The MPT was performed on the pneumatic apparatus for the CMJ and CMS. Participants underwent a warm-up, consisting of two sets of 15 squat repetitions with body weight, with a one-minute rest interval between sets. Following the warm-up, a high overload was used on the pneumatic and participants were instructed to perform the largest number of repetitions to failure in both the CMJ and CMS exercises. The overload was considered high when in the accomplishment of the repetitions were less than 20. If the subjects performed more than 20 repetitions, a 5-minute rest interval was granted, the overload was increased and a new attempt was performed. A five-minute rest interval was granted between exercises.¹⁹ The value of one maximum repetition (1MR) was estimated through the Brzycki equation, where 1MR = (overload) / 1.0278 - 0.0278 * number of repetitions performed.²⁰ The 1MR value of the MPT was used to define the progression of the intensities used in the training period (80%, 85% and 90% of 1MR).

20-meter Sprint test (S20)

The S20 was conducted on an outdoor court. The markers were positioned at baseline and every 10 meters of distance. In addition, a marker was positioned five meters apart after the 20 meters cone to avoid deceleration at the end of the sprint. The subjects were positioned behind the baseline, and upon an audio signal, they ran as fast as possible through the 20-meter course. Each subject had three attempts with a three-minute rest interval to allow full recovery between S20 attempts. The shortest time of the three trials was used for analysis.²¹

A digital video camera (GoPro, Hero 3+ black, GoPro Inc, San Mateo, California, USA) with 240Hz²² and resolution of 1080p = 1920x1080 pixels (16:9) was positioned perpendicular to the sprint path in the sagittal plane at 10-meter mark, directed at a distance of 9.15 meters to cover the entire 20-meter course. The participant’s sacrum were marked to allow clear identification of the time point when they passed through the start, 10-meter, and 20-meter.²³ With this feature, it was possible to calculate velocity and acceleration of the total course and every 10-meter through video analysis software (Kinovea 0.8.15).

Training Sessions

Each group was composed of 10 participants. After pre-testing, the experimental procedure was started consisting of a three-week training period. The CG did not perform training, attending sessions only for the pre- and post-testing. The CL1 group performed two sets of 15 repetitions [2 x (3x5)] with 20-second intra-set rest intervals (between three clusters of five repetitions), and with a 50-second inter-set rest interval. The CL2 group performed 15 sets of two repetitions [3 x (5x2)] with 10-second intra-set rest intervals (between five clusters of two repetitions), and with 20-second inter-set rest intervals. In previous studies analyzing power^24,25, cluster configurations with two repetitions presented better results in movement velocity, greater power and muscular strength development. Therefore, both cluster groups performed 30 repetitions. The exercises performed on the Keiser® pneumatic equipment were the CMJ and CMS. Each session lasted 25 minutes.

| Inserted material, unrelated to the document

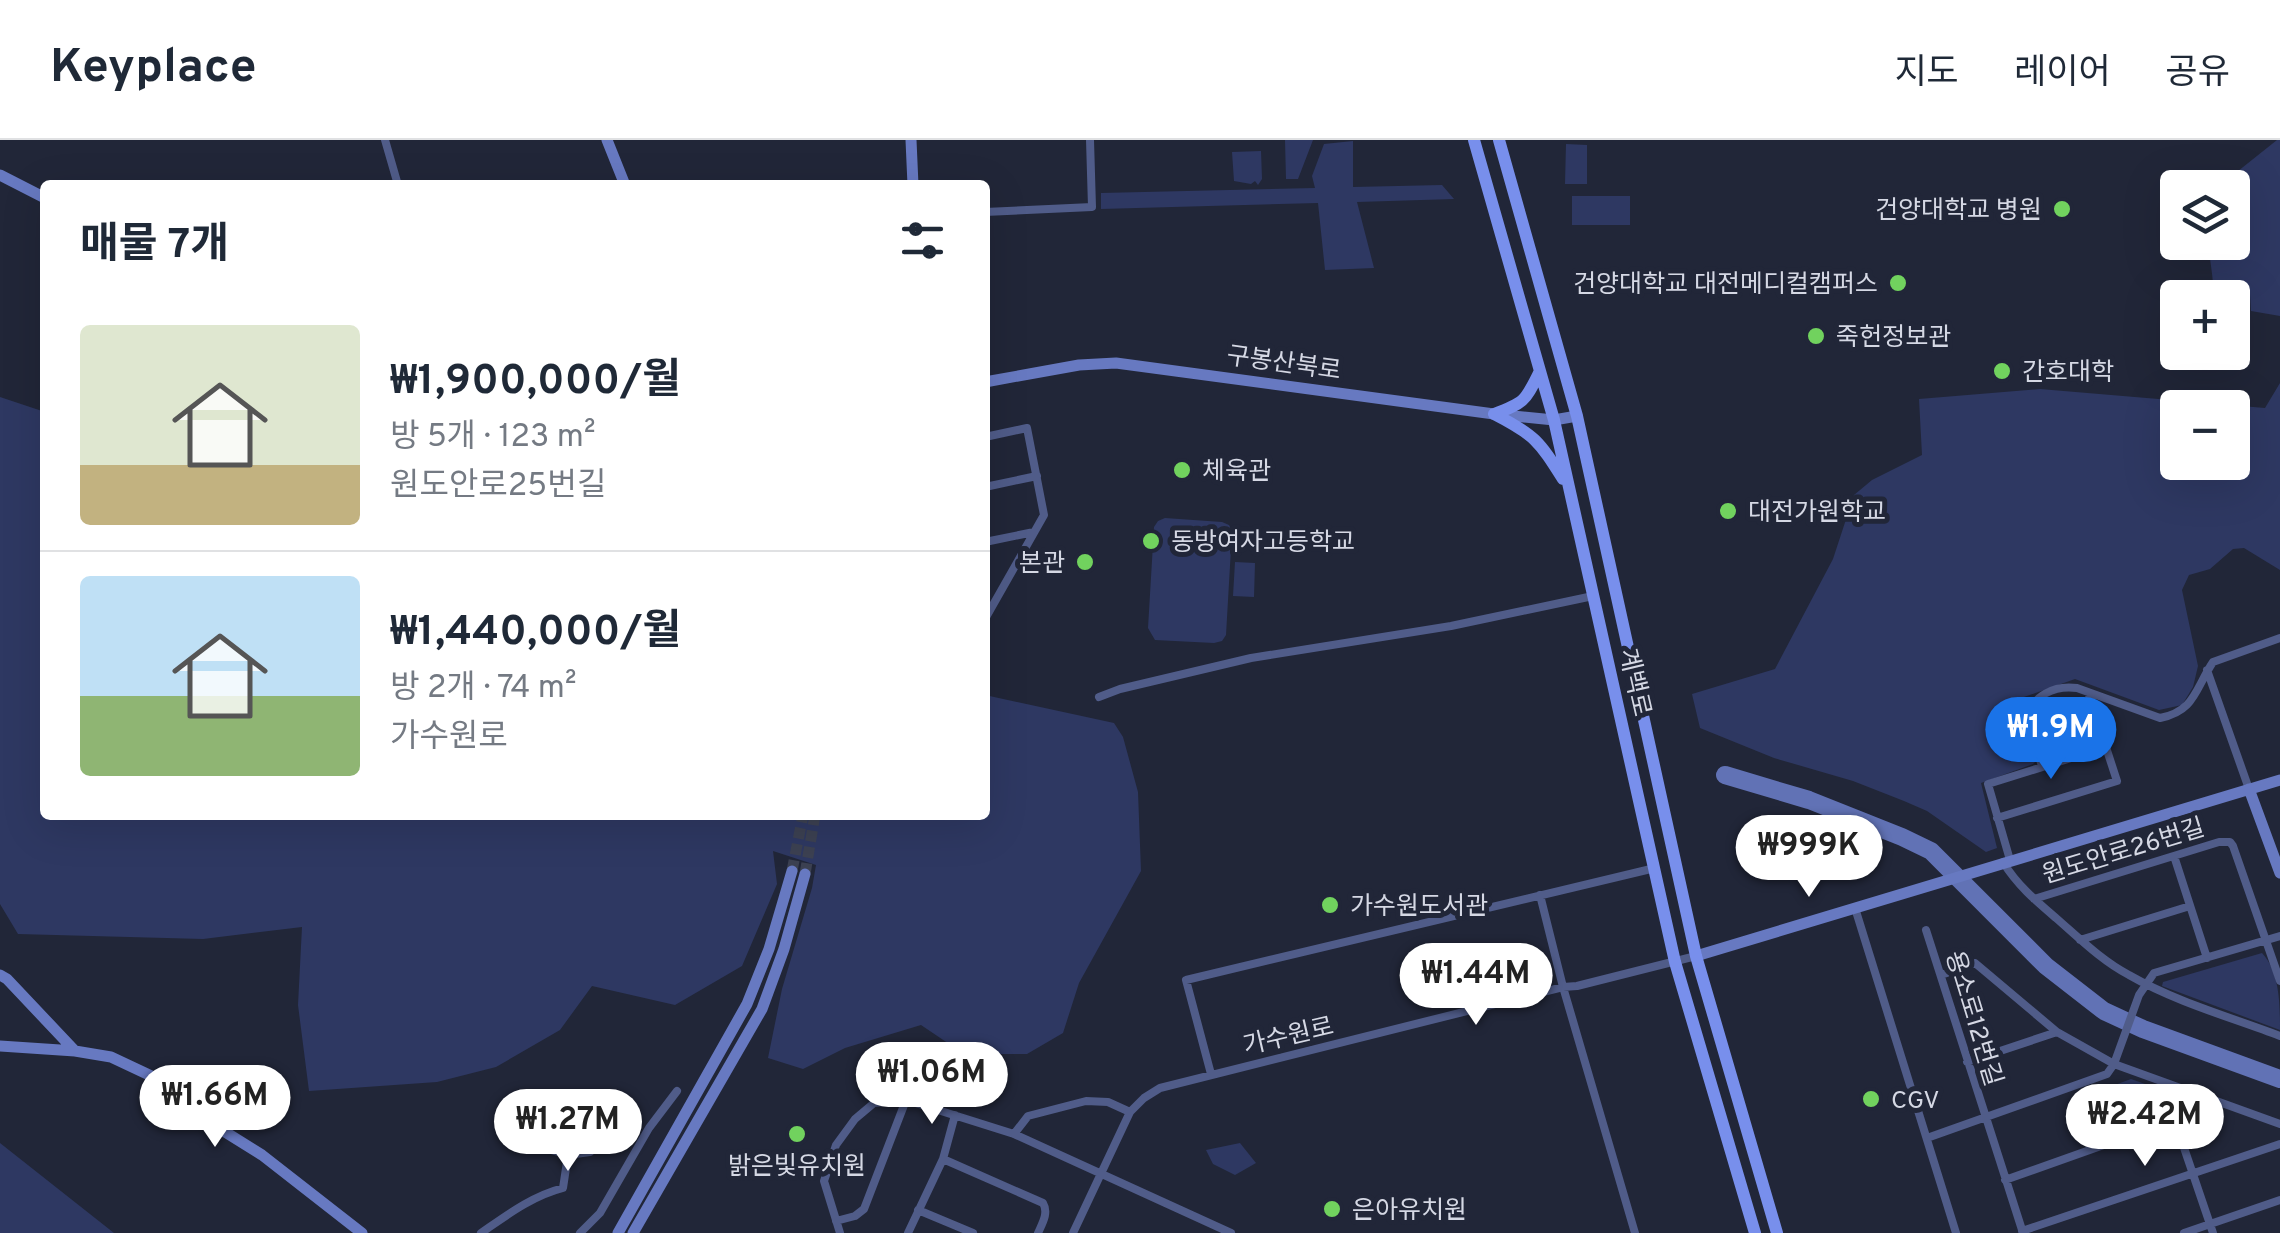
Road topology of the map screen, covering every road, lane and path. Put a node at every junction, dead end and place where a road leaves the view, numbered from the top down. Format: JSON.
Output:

Before each training session, a warm-up of two sets of 15 squat repetitions were performed using body weight, with a one-minute rest interval between sets and then two minutes before the first training exercise. The subjects performed two weekly sessions, with an overload progression each week calculated through the MPT (Week 1 - 80% of 1MR of the MPT, Week 2 - 85% of 1MR of the MPT, Week 3 - 90% of 1MR of the MPT) being the fourth week destined exclusively to the post-training test.

Statistical Analyses

Values are expressed as mean and standard deviation. The Shapiro-Wilk test showed that the variables presented normal distribution (p>0.05). A two-way ANOVA of repeated measures was applied to analyze the differences between the different time points (pre- and post-training) within and between groups. If there was significant interaction, the multiple comparisons were made through Bonferroni post hoc. The alpha value used for all stages of experimental analysis was p < 0.05. The effect size (ES) statistic was used to evaluate the difference between the pre- and post-training time points, where values less than 0.35 were considered trivial; from 0.35 to 0.8 considered small; 0.8 to 1.50 considered moderate; and values greater than 1.50 considered large for recreationally trained individuals.²⁶ Version 22.0 of SPSS software for Mac (SPSS Inc., Chicago, IL, USA) was applied in all statistical analyses.

Results

The effect size of the time, velocity and acceleration for all groups are presented in table 2. Regarding the total time, no intergroup differences were observed (F = 2.878; p = 0.074). There was a significant intragroup difference (F = 10.786; p = 0.003). For velocity at 20-meters, no intergroup differences were

Figure 1. Time, Velocity and Acceleration in the 20-meter sprint pre and pos-training.*Significant intragroup differences in relation to the pre-training period; **Significant intergroup differences in relation to the control group.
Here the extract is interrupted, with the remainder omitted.